Police in the Maldives are investigating an alleged attempt to topple President Mohamed Muizzu by stirring anger over the Indian Ocean archipelago's worsening financial conditions.
Last week, the main commercial bank in the upmarket tourist destination drastically reduced the foreign exchange spending allowed for Maldivians, sparking widespread anger.
Muizzu has slammed the move as an "illegal attempt" to overthrow his government, by making him unpopular and encouraging street protests.
"An investigation has been launched into the alleged coup attempt," the police said in a statement late Monday.
There have been no demonstrations in the capital Male, but scathing criticism of the government has erupted online.
"Hundreds of 'bot' accounts have been used on social media to encourage people to take to the streets to overthrow the government and incite public unrest," police said.
The bank said the changes, which they have since rescinded, came "in response to the escalating usage of foreign currency spent on cards and the static sale of foreign currency to the Bank".

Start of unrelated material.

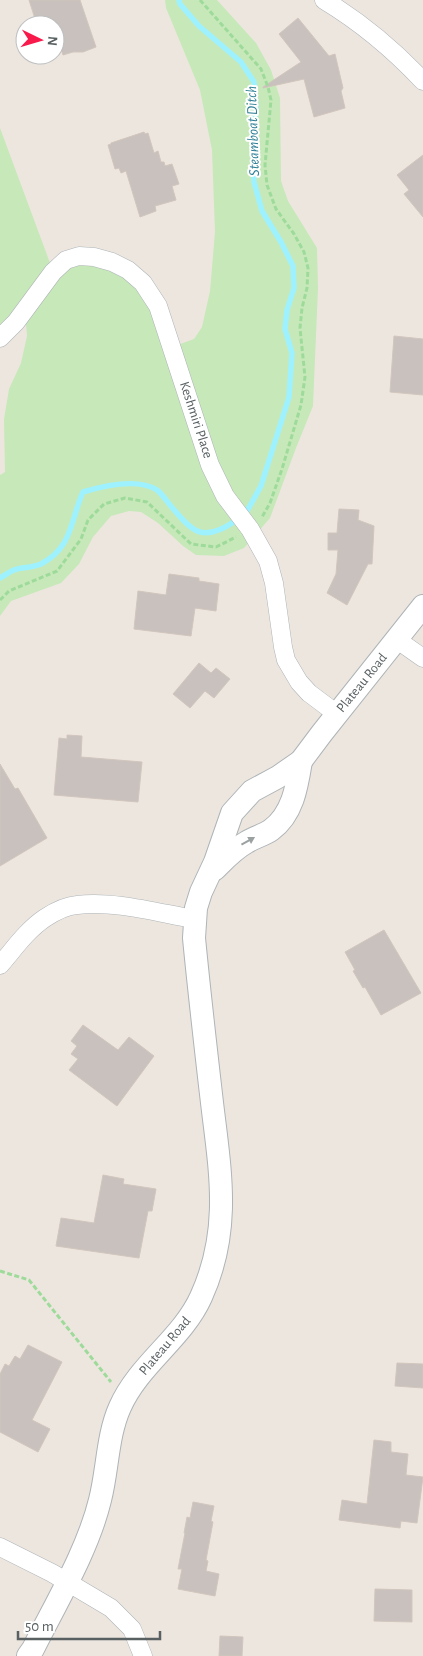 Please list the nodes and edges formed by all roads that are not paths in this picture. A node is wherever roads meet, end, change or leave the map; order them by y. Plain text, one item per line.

The international credit rating agency Fitch downgraded the Maldives in June and warned it could be headed for a sovereign default after its foreign currency reserves dropped to $492 million in May.
The downgrade came weeks after the IMF warned the Maldives against a looming "debt distress", as the small but strategically placed country eyes further borrowing from main creditor China.
Pivot to China
Official data showed the Maldives' foreign debt reaching $4.038 billion last year, about 118 percent of gross domestic product, an increase of nearly $250 million from 2022.
Fitch had noted the government's debt servicing obligations, amounting to $409 million this year, would add to severe stress.
The crisis escalated over the weekend, when the Bank of Maldives Limited (BML) stopped debit card transactions and allowed a maximum monthly credit card spend of $100 for online transactions.
Maldivians use their cards to pay for tuition and medical treatment abroad apart from online purchases.
Muizzu told supporters late Monday the bank decision was a plot to discredit him, and accused some BML directors of being loyal to the former government.
"There is room to believe that this (cap on spending) was an illegal attempt to overthrow a legitimate government," Muizzu said.
The bank on Sunday raised forex spending limits after the Maldives Monetary Authority intervened.
Political parties have called on the government to tax hotels in foreign currency.
Since winning office last year, Muizzu has reoriented his nation from traditional benefactor India and towards China.
As of June 2023, the Export-Import Bank of China owned 25.2 percent of the Maldives' external debt and was the country's biggest single lender, Male's finance ministry figures showed.